# Gamefreak is hiring Graphic Designers



## Icalasari (Oct 10, 2009)

http://bulbanews.bulbagarden.net/wiki/Game_Freak_hiring_for_graphic_designer

:( I wish I lived in Japan

Not like I would stand a chance in hell of being hired, but still


----------



## Blastoise Fortooate (Oct 10, 2009)

I nominate Kratos Aurion.

Cool, new blood.


----------



## Loco Mocho (Oct 10, 2009)

Why now and not when i graduate from art school!?!? >_<


----------



## Kratos Aurion (Oct 10, 2009)

Blastoise said:


> I nominate Kratos Aurion.


Teach me Japanese and fly me to Tokyo and I'll gladly accept your nomination. :P


----------



## Icalasari (Oct 10, 2009)

Kratos Aurion said:


> Teach me Japanese and fly me to Tokyo and I'll gladly accept your nomination. :P


Immersion will cover the teaching you part. As for the paying for you to get to Tokyo and live there, well, you need to promise to leak us information :D


----------



## Zora of Termina (Oct 10, 2009)

*prepares portfolio and high school transcripts*

...

*realizes she hasn't graduated college yet and doesn't live in Japan*
:c
DAMN. And this is something I wanna go into, too. ><


----------



## Icalasari (Oct 10, 2009)

What I don't get is why one has to live in Japan. There IS a little something called Email, after all. Only thing I can think of is security, but even then, well, make them work at Nintendo of America/Canada/Europe/What the fuck ever whenever they work on sprites and models


----------



## Lady Grimdour (Oct 10, 2009)

Icalasari said:


> What I don't get is why one has to live in Japan. There IS a little something called Email, after all. Only thing I can think of is security, but even then, well, make them work at Nintendo of America/Canada/Europe/What the fuck ever whenever they work on sprites and models


Probably because they want to oversee the process itself instead of getting products e-mailed in, before any unwanted decisions are made.


----------



## Phyro Phantom (Oct 10, 2009)

Grimdour The Desecrater said:


> Probably because they want to oversee the process itself instead of getting products e-mailed in, before any unwanted decisions are made.
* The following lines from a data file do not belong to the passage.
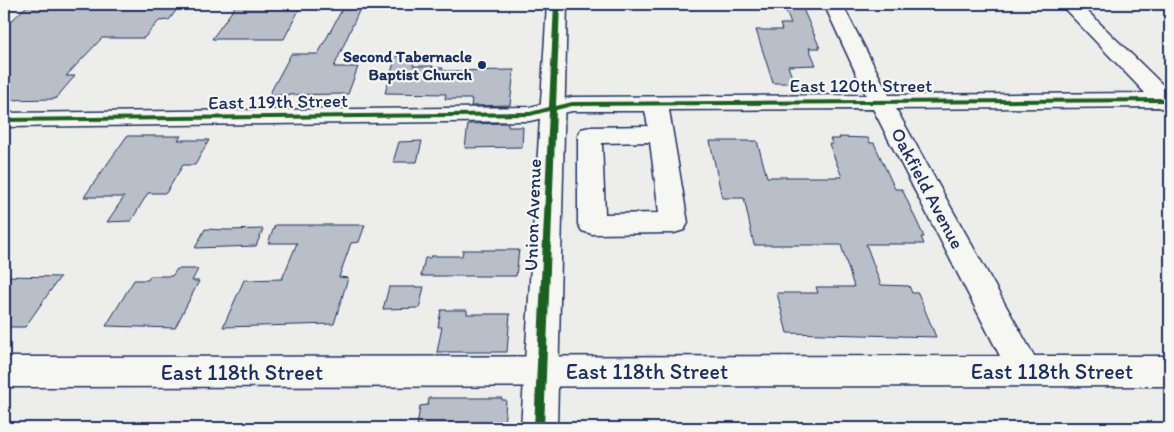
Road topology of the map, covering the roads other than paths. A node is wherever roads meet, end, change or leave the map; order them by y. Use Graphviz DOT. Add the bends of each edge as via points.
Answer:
graph roads {
  1 [pos="557,4"];
  2 [pos="833,4"];
  3 [pos="1069,4"];
  4 [pos="881,102"];
  5 [pos="1168,102"];
  6 [pos="656,103"];
  7 [pos="553,107"];
  8 [pos="4,120"];
  9 [pos="661,134"];
  10 [pos="542,371"];
  11 [pos="1025,371"];
  12 [pos="1170,371"];
  13 [pos="4,372"];
  14 [pos="540,428"];
  1 -- 7 [label="street, Union Avenue"];
  2 -- 4 [label="street, Oakfield Avenue"];
  3 -- 5 [label="street"];
  4 -- 5 [label="street, East 120th Street"];
  4 -- 6 [label="street, East 120th Street"];
  4 -- 11 [label="street, Oakfield Avenue"];
  6 -- 7 [label="street, East 120th Street"];
  6 -- 9 [label="street"];
  7 -- 8 [label="street, East 119th Street" via="530,114"];
  7 -- 10 [label="street, Union Avenue"];
  9 -- 9 [label="street" via="674,223 592,224 590,135"];
  10 -- 11 [label="street, East 118th Street"];
  10 -- 13 [label="street, East 118th Street"];
  10 -- 14 [label="street, Union Avenue"];
  11 -- 12 [label="street, East 118th Street"];
}
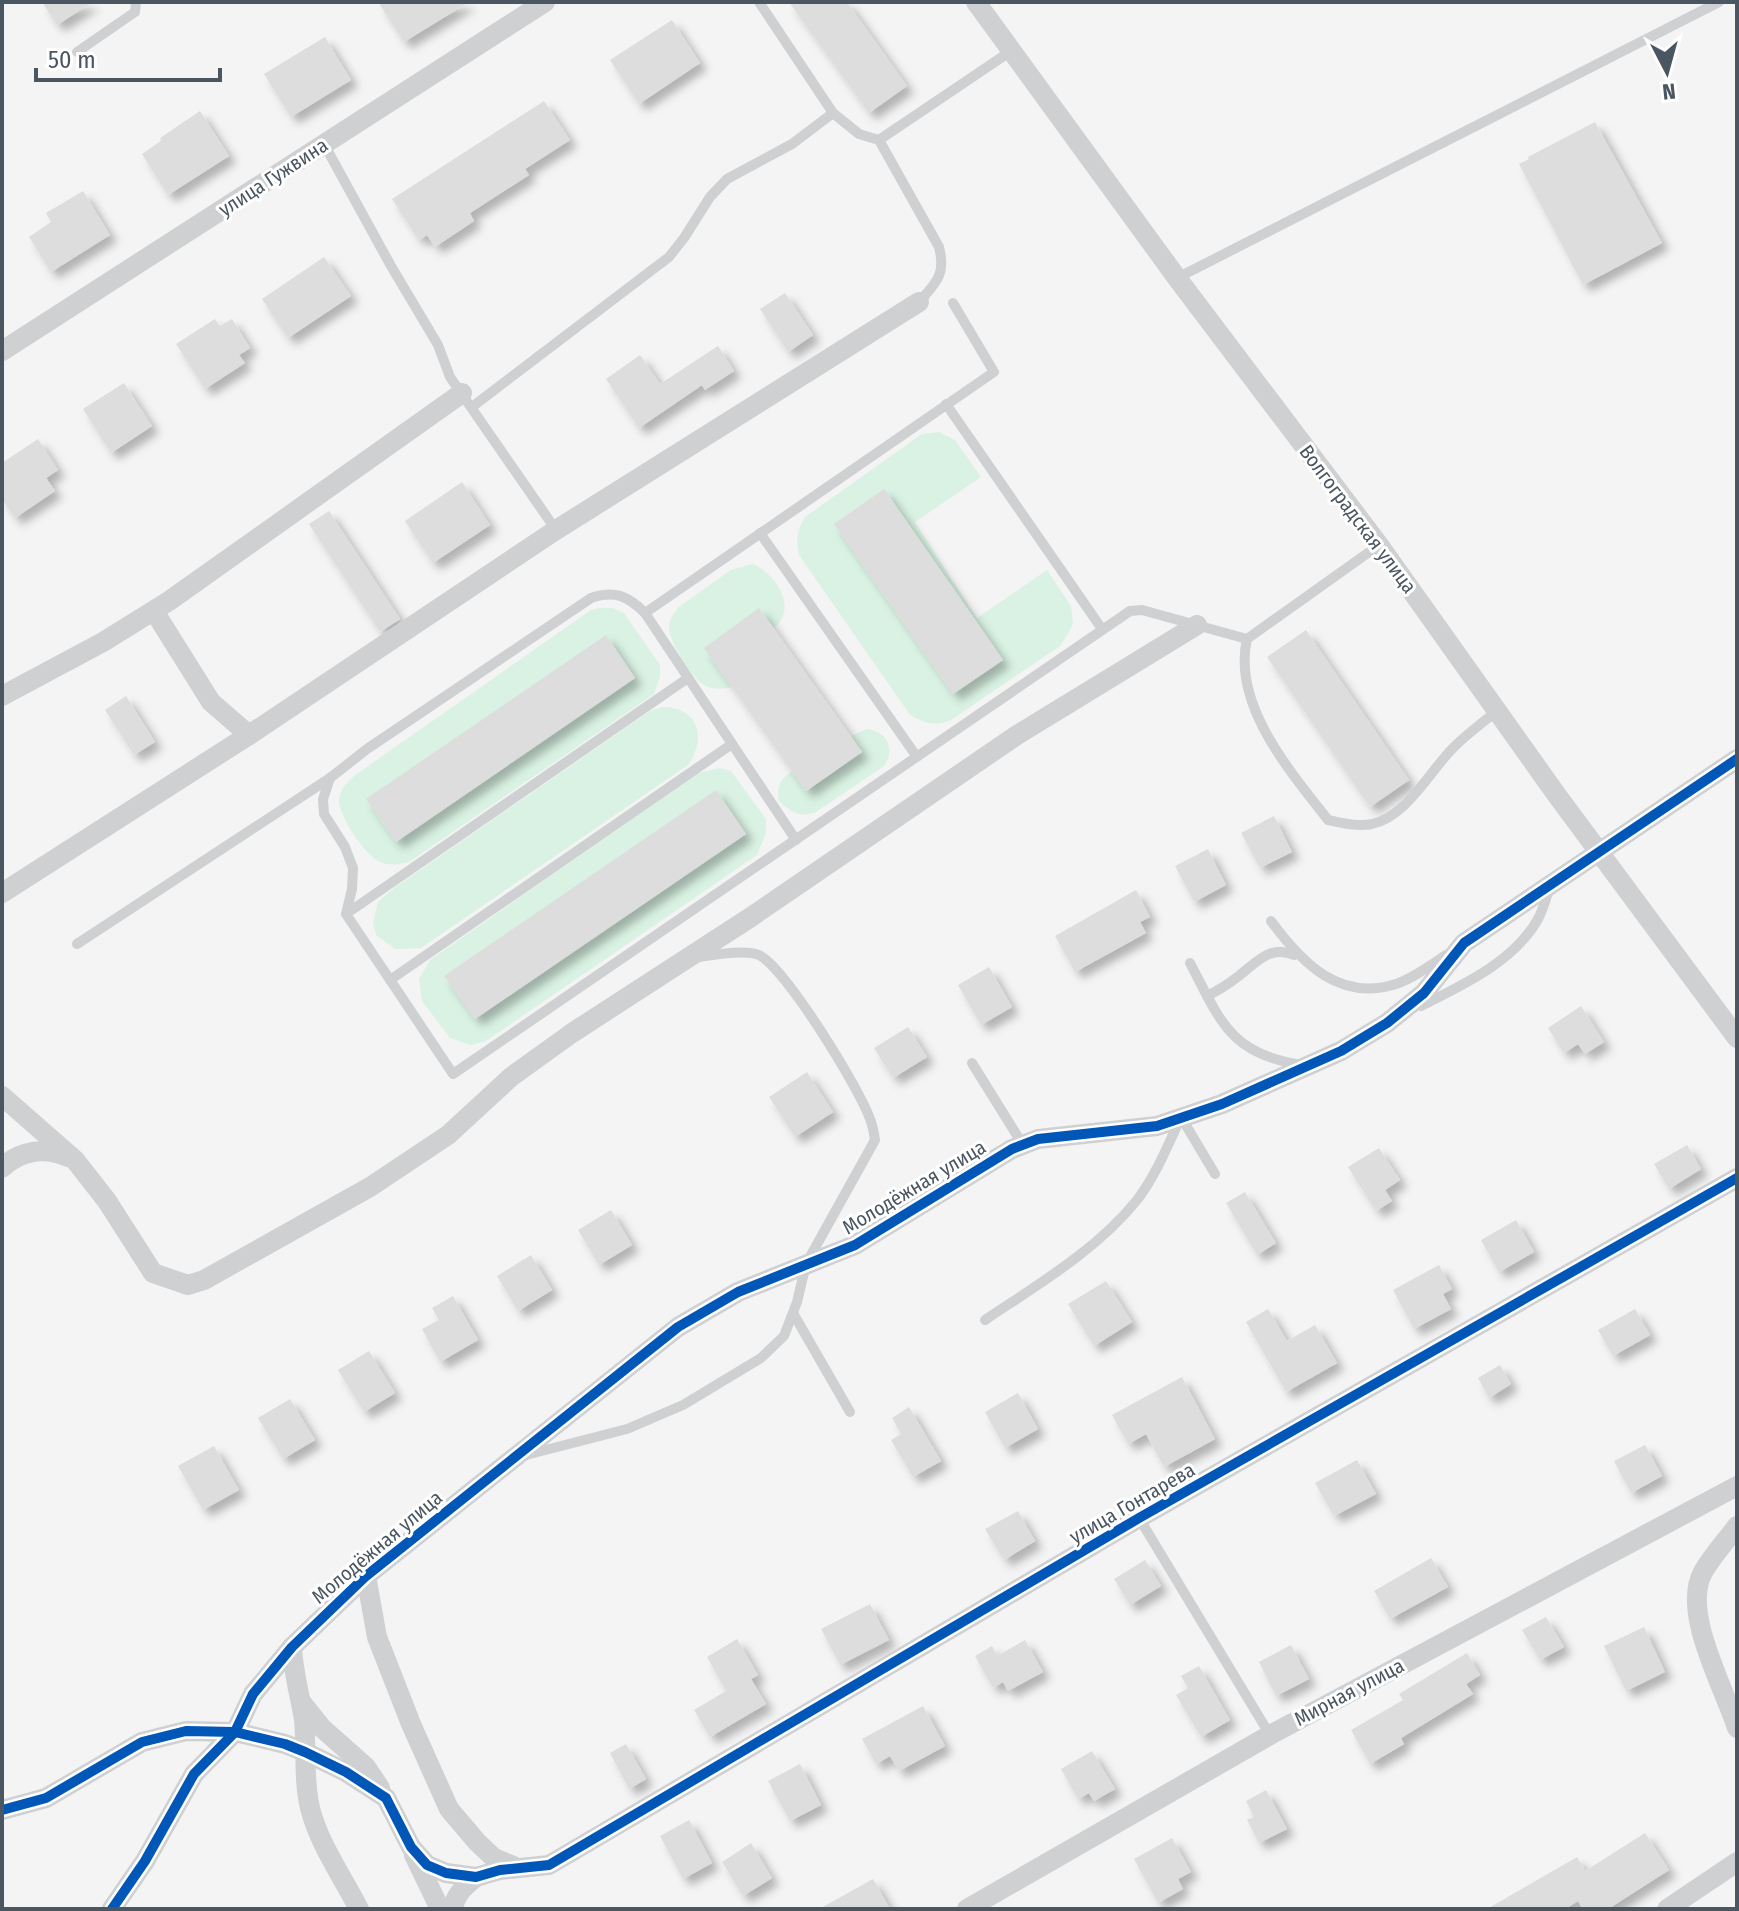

Or because Japan thinks their artists are way better than anyone else's.  =P

Seriously though, as much as we might try to imitate it, Japanese art is just kinda... different somehow.  I dunno.  They might be worried about the styles clashing.


----------



## Minish (Oct 10, 2009)

Icalasari said:


> What I don't get is why one has to live in Japan. There IS a little something called Email, after all. Only thing I can think of is security, but even then, well, make them work at Nintendo of America/Canada/Europe/What the fuck ever whenever they work on sprites and models


Because they'll probably want them there in the workplace? It's a proper job, and they pay for offices for a reason.


----------



## Negrek (Oct 11, 2009)

> Or because Japan thinks their artists are way better than anyone else's. =P


Um, _yeah_. Japan is kind of known for its xenophobia. I don't know how open-minded the people at GameFreak are, but I don't know that they'd be thrilled at the idea of a non-Japanese living in Japan being on the design team, either.


----------



## Icalasari (Oct 11, 2009)

Negrek said:


> Um, _yeah_. Japan is kind of known for its xenophobia. I don't know how open-minded the people at GameFreak are, but I don't know that they'd be thrilled at the idea of a non-Japanese living in Japan being on the design team, either.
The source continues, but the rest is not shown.